• **RECORD SET**:
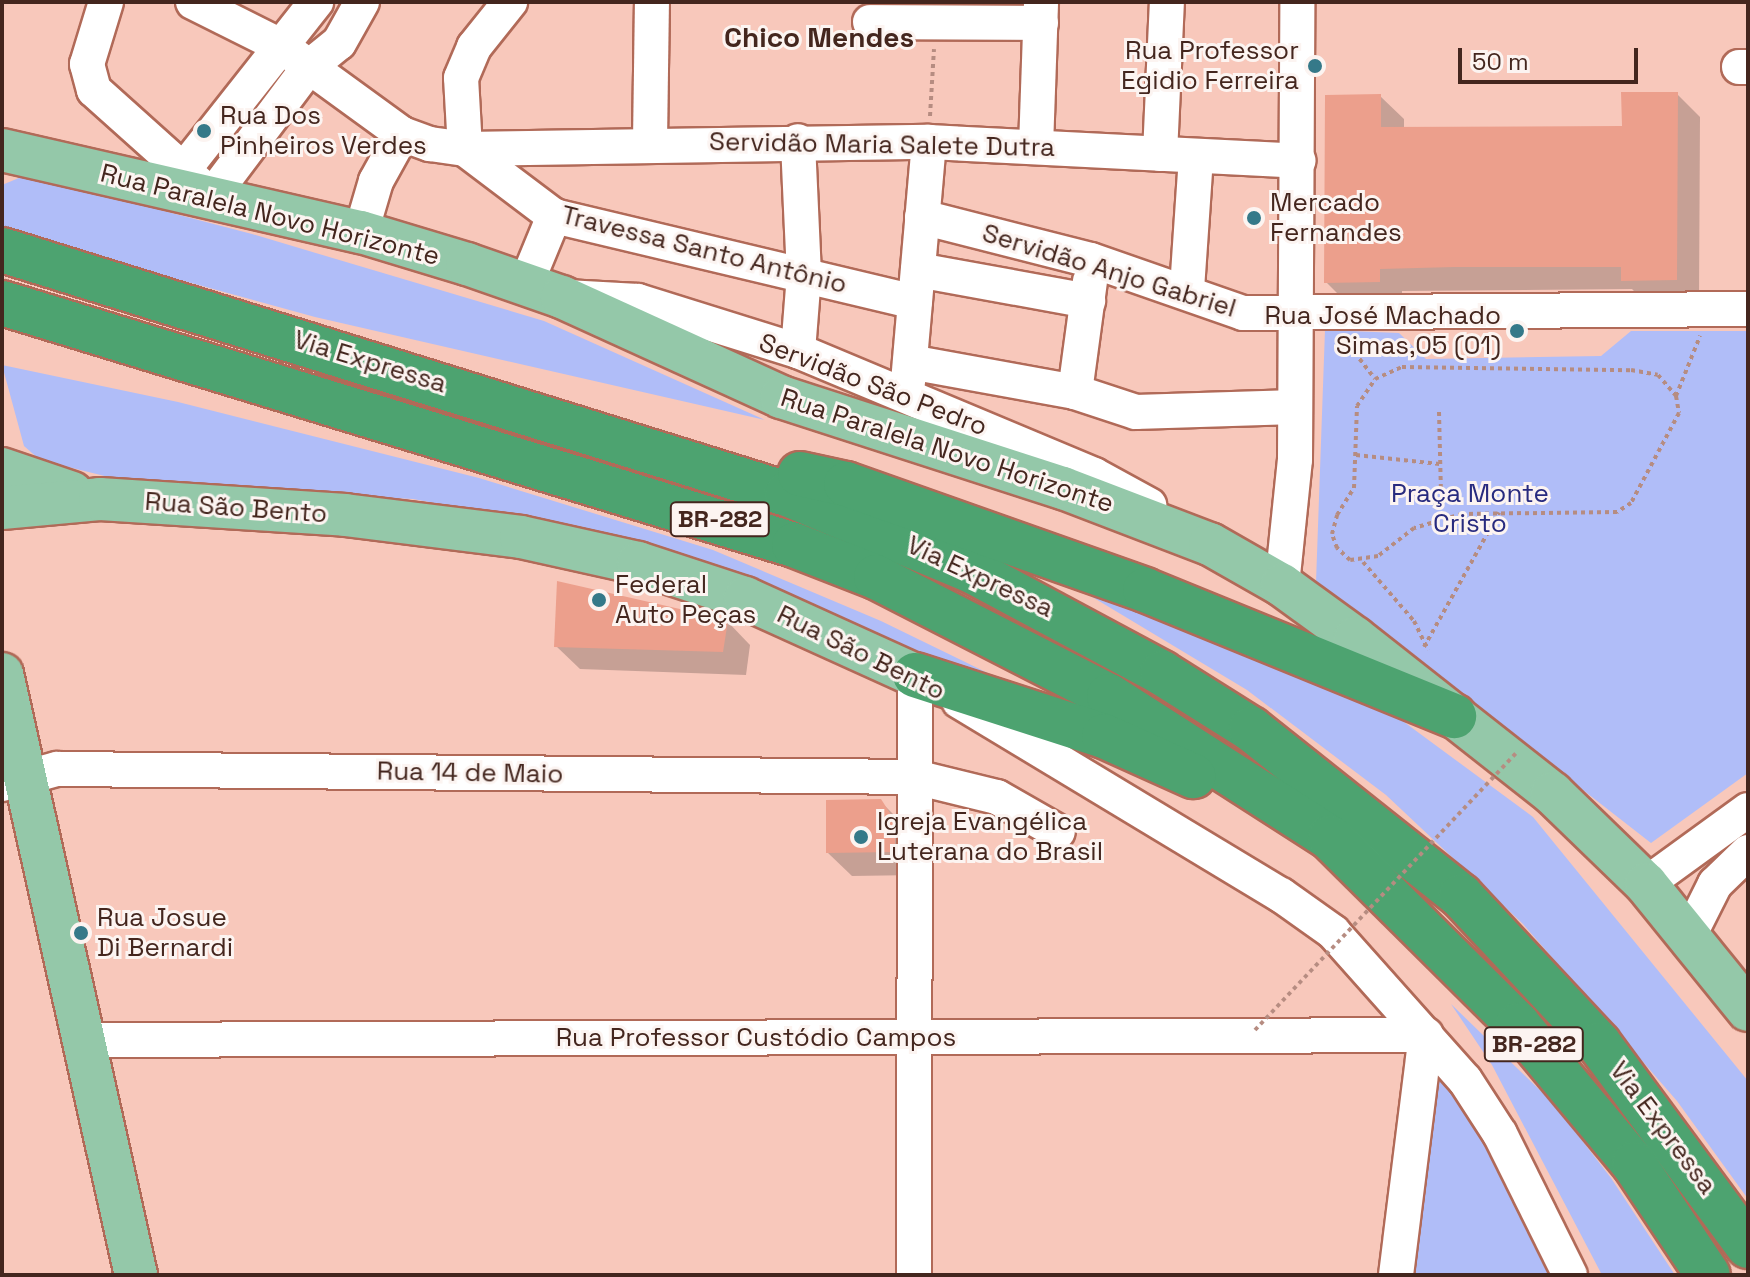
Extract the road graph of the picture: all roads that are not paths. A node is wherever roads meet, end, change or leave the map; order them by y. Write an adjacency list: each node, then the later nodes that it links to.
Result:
1 (106, 2): 23 (street)
2 (316, 2): 11 (street)
3 (362, 2): 12 (street)
4 (510, 2): 18 (street)
5 (652, 2): 15 (street)
6 (1167, 2): 19 (street)
7 (1297, 2): 22 (street)
8 (197, 3): 11 (street)
9 (1041, 13): 10 (street); 17 (street)
10 (870, 22)
11 (281, 46): 12 (street); 23 (street)
12 (309, 67): 13 (street); 23 (street)
13 (402, 134): 18 (street); 26 (street)
14 (798, 141): 15 (street, Servidão Maria Salete Dutra); 16 (street, Servidão Maria Salete Dutra); 29 (street)
15 (650, 142): 18 (street, Servidão Maria Salete Dutra)
16 (929, 142): 17 (street, Servidão Maria Salete Dutra); 25 (street)
17 (1036, 147): 19 (street, Servidão Maria Salete Dutra)
18 (465, 149): 24 (street, Travessa Santo Antônio)
19 (1160, 154): 20 (street, Servidão Maria Salete Dutra)
20 (1196, 156): 22 (street, Servidão Maria Salete Dutra); 31 (street)
21 (13, 159): 23 (main road, Rua Paralela Novo Horizonte)
22 (1299, 161): 36 (street)
23 (189, 184): 26 (main road, Rua Paralela Novo Horizonte)
24 (554, 216): 29 (street, Travessa Santo Antônio); 32 (street)
25 (922, 217): 28 (street, Servidão Anjo Gabriel); 30 (street)
26 (361, 232): 32 (main road, Rua Paralela Novo Horizonte)
27 (2, 250): 41 (highway, Via Expressa / BR-282)
28 (1091, 260): 31 (street, Servidão Anjo Gabriel); 33 (street)
29 (804, 275): 30 (street, Travessa Santo Antônio); 37 (street)
30 (916, 286): 33 (street, Travessa Santo Antônio); 38 (street)
31 (1187, 289): 36 (street, Servidão Anjo Gabriel)
32 (544, 290): 37 (street, Servidão São Pedro); 45 (main road, Rua Paralela Novo Horizonte)
33 (1088, 301): 39 (street)
34 (1733, 301): 36 (street, Servidão Anjo Gabriel)
35 (2, 303): 54 (highway, Via Expressa / BR-282)
36 (1297, 315): 40 (street)
37 (798, 351): 38 (street, Servidão São Pedro)
38 (909, 378): 39 (street, Servidão São Pedro); 45 (street, Servidão São Pedro)
39 (1075, 392): 40 (street, Servidão São Pedro)
40 (1295, 407): 46 (street)
41 (668, 455): 49 (highway); 62 (highway, Via Expressa / BR-282)
42 (2, 469): 43 (main road, Rua São Bento)
43 (100, 499): 44 (main road, Rua São Bento); 48 (main road, Rua São Bento)
44 (2, 508)
45 (1210, 544): 46 (main road, Rua Paralela Novo Horizonte)
46 (1282, 585): 49 (main road, Rua Paralela Novo Horizonte)
47 (2, 674): 51 (main road)
48 (915, 675): 50 (street); 54 (highway); 59 (street, Rua São Bento)
49 (1454, 716): 56 (main road, Rua Paralela Novo Horizonte)
50 (915, 777): 51 (street, Rua 14 de Maio); 53 (street, Rua 14 de Maio); 60 (street)
51 (14, 779): 61 (main road)
52 (1743, 824): 56 (street)
53 (1058, 832)
54 (1330, 838): 67 (highway, Via Expressa / BR-282)
55 (1748, 852): 57 (street)
56 (1646, 884): 57 (main road, Rua Paralela Novo Horizonte)
57 (1690, 934): 58 (main road, Rua Paralela Novo Horizonte)
58 (1748, 1010)
59 (1426, 1035): 60 (street, Rua Professor Custódio Campos); 65 (street); 66 (street, Rua São Bento)
60 (915, 1037): 61 (street, Rua Professor Custódio Campos); 64 (street)
61 (86, 1040): 63 (main road)
62 (1748, 1246)
63 (136, 1275)
64 (914, 1275)
65 (1396, 1275)
66 (1570, 1275)
67 (1708, 1275)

• **EXERCISE PROMPT**:
If a line of the listing above contains "Gabriel", pick it out and copy it.

• **RESPONSE AREA**:
25 (922, 217): 28 (street, Servidão Anjo Gabriel); 30 (street)
28 (1091, 260): 31 (street, Servidão Anjo Gabriel); 33 (street)
31 (1187, 289): 36 (street, Servidão Anjo Gabriel)
34 (1733, 301): 36 (street, Servidão Anjo Gabriel)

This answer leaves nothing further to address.